--- EXERCISE MATERIAL ---
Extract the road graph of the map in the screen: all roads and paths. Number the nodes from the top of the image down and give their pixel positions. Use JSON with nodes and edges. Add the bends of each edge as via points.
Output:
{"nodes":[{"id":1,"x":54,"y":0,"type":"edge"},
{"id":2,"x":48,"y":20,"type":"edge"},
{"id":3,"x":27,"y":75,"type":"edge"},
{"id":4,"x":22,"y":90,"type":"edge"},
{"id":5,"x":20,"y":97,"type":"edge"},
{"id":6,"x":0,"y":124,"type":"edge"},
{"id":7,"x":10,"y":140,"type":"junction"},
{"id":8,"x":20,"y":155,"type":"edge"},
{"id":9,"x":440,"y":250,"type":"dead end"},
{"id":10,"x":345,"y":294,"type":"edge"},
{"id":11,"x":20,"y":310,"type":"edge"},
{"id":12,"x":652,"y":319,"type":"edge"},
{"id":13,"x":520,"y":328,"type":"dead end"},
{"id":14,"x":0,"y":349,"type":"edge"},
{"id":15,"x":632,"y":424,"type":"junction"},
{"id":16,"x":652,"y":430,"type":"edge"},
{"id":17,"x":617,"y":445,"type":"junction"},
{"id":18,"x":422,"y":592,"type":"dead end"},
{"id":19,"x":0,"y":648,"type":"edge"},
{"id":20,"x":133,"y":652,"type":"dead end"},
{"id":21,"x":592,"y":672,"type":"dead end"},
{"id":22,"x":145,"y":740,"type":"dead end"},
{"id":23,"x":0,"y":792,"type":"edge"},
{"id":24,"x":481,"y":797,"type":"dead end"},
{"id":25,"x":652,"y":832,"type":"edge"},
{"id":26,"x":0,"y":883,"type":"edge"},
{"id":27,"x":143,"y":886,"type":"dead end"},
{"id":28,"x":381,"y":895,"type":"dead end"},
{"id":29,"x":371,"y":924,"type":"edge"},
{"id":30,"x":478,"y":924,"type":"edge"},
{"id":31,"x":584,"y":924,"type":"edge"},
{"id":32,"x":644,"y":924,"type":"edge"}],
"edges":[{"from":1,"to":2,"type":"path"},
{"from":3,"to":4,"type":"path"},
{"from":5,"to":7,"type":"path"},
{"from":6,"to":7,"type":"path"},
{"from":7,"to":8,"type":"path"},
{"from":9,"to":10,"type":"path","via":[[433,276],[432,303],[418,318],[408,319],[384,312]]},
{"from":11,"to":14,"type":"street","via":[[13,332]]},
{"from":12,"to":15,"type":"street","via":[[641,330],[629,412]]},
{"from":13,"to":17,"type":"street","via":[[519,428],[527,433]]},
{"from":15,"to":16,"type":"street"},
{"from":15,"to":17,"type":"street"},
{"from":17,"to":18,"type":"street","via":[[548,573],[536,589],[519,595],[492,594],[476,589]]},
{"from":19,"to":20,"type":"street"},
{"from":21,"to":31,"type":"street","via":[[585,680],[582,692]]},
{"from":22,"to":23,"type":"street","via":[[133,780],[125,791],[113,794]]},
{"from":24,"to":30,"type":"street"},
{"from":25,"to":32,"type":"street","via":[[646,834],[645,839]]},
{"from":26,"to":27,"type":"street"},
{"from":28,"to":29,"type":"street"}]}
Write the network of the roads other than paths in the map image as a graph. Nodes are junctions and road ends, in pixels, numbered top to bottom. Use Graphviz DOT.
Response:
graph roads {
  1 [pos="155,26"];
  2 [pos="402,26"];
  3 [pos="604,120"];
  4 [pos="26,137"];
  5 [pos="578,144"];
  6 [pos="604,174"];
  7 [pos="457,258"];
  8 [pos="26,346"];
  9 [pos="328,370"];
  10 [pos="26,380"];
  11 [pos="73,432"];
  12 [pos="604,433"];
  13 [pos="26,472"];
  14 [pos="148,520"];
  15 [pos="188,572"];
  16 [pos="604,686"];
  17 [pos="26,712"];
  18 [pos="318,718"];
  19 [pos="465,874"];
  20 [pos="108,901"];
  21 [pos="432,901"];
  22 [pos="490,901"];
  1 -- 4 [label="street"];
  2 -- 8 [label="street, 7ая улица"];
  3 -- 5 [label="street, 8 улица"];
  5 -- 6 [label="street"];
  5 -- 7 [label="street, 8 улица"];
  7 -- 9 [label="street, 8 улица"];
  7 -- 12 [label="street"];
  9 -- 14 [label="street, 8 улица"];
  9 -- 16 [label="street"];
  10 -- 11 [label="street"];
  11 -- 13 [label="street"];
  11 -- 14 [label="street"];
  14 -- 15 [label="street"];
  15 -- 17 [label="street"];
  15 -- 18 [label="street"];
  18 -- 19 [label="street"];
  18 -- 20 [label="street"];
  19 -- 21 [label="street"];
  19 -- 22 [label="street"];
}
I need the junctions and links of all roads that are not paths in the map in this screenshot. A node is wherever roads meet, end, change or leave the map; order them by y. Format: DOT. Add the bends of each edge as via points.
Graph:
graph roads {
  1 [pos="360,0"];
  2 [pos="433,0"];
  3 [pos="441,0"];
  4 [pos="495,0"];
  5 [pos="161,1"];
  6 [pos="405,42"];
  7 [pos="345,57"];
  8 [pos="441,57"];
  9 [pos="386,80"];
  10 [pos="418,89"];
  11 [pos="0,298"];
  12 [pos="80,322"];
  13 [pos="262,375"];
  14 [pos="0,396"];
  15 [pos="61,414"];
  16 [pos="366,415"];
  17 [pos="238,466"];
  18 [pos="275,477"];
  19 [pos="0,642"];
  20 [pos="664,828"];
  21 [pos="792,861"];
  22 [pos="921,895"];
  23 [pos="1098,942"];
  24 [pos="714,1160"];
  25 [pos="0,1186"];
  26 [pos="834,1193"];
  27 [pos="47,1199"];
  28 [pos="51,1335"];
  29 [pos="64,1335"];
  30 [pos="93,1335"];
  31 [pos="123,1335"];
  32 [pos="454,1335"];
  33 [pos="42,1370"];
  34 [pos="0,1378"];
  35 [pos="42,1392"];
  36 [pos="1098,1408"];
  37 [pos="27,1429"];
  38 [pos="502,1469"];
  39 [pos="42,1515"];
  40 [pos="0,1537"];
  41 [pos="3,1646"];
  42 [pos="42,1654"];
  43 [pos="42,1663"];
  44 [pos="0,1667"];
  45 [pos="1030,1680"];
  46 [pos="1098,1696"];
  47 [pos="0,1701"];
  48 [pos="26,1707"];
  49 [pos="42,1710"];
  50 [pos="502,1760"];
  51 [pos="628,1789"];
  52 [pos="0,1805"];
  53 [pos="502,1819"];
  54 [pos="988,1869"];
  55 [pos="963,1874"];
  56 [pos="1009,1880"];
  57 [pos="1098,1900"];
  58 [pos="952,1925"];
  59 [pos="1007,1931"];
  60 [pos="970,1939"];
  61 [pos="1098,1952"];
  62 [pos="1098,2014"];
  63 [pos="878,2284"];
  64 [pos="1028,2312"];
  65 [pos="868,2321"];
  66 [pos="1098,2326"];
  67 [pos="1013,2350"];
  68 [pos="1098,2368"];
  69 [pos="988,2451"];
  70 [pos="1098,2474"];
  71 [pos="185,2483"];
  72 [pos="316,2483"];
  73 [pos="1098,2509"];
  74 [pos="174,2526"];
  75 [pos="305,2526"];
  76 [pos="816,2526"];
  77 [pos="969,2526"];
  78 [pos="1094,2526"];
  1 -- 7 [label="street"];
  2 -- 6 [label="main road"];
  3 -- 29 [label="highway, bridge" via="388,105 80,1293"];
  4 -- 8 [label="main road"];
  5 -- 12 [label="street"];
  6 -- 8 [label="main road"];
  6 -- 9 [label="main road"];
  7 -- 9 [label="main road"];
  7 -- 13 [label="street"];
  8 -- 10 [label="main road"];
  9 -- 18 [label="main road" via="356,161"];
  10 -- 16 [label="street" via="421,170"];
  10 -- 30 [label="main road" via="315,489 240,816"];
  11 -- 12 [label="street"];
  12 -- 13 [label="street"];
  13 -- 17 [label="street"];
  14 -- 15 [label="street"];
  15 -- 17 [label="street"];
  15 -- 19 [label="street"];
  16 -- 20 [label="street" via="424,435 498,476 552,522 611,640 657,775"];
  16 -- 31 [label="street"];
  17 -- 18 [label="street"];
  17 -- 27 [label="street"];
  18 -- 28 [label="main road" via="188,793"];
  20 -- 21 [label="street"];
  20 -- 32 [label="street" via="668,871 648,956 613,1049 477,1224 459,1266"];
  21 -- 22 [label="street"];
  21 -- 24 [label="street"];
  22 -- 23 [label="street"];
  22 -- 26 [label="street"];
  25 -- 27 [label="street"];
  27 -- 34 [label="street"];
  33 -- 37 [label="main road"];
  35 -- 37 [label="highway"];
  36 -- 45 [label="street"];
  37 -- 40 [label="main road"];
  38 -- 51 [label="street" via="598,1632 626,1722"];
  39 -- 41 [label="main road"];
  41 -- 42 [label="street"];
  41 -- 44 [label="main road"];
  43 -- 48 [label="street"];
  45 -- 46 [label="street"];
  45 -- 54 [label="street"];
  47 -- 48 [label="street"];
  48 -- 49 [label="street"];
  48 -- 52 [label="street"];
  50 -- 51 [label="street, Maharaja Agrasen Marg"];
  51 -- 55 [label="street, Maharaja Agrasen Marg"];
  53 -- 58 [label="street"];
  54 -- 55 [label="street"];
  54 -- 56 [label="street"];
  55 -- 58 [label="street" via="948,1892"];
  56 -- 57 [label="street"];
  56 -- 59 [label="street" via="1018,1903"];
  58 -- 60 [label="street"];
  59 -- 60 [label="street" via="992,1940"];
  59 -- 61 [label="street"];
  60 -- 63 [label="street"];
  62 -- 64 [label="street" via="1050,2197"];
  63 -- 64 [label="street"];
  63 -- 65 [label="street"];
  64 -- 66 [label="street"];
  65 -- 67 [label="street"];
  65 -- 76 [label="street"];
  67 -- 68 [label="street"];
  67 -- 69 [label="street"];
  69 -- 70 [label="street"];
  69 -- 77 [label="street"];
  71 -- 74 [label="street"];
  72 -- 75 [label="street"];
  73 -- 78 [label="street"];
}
---
### WHAT THE TASK REQUIRES
Copy down every line of the material above that includes the string "улица".

### SOLUTION BELOW
  2 -- 8 [label="street, 7ая улица"];
  3 -- 5 [label="street, 8 улица"];
  5 -- 7 [label="street, 8 улица"];
  7 -- 9 [label="street, 8 улица"];
  9 -- 14 [label="street, 8 улица"];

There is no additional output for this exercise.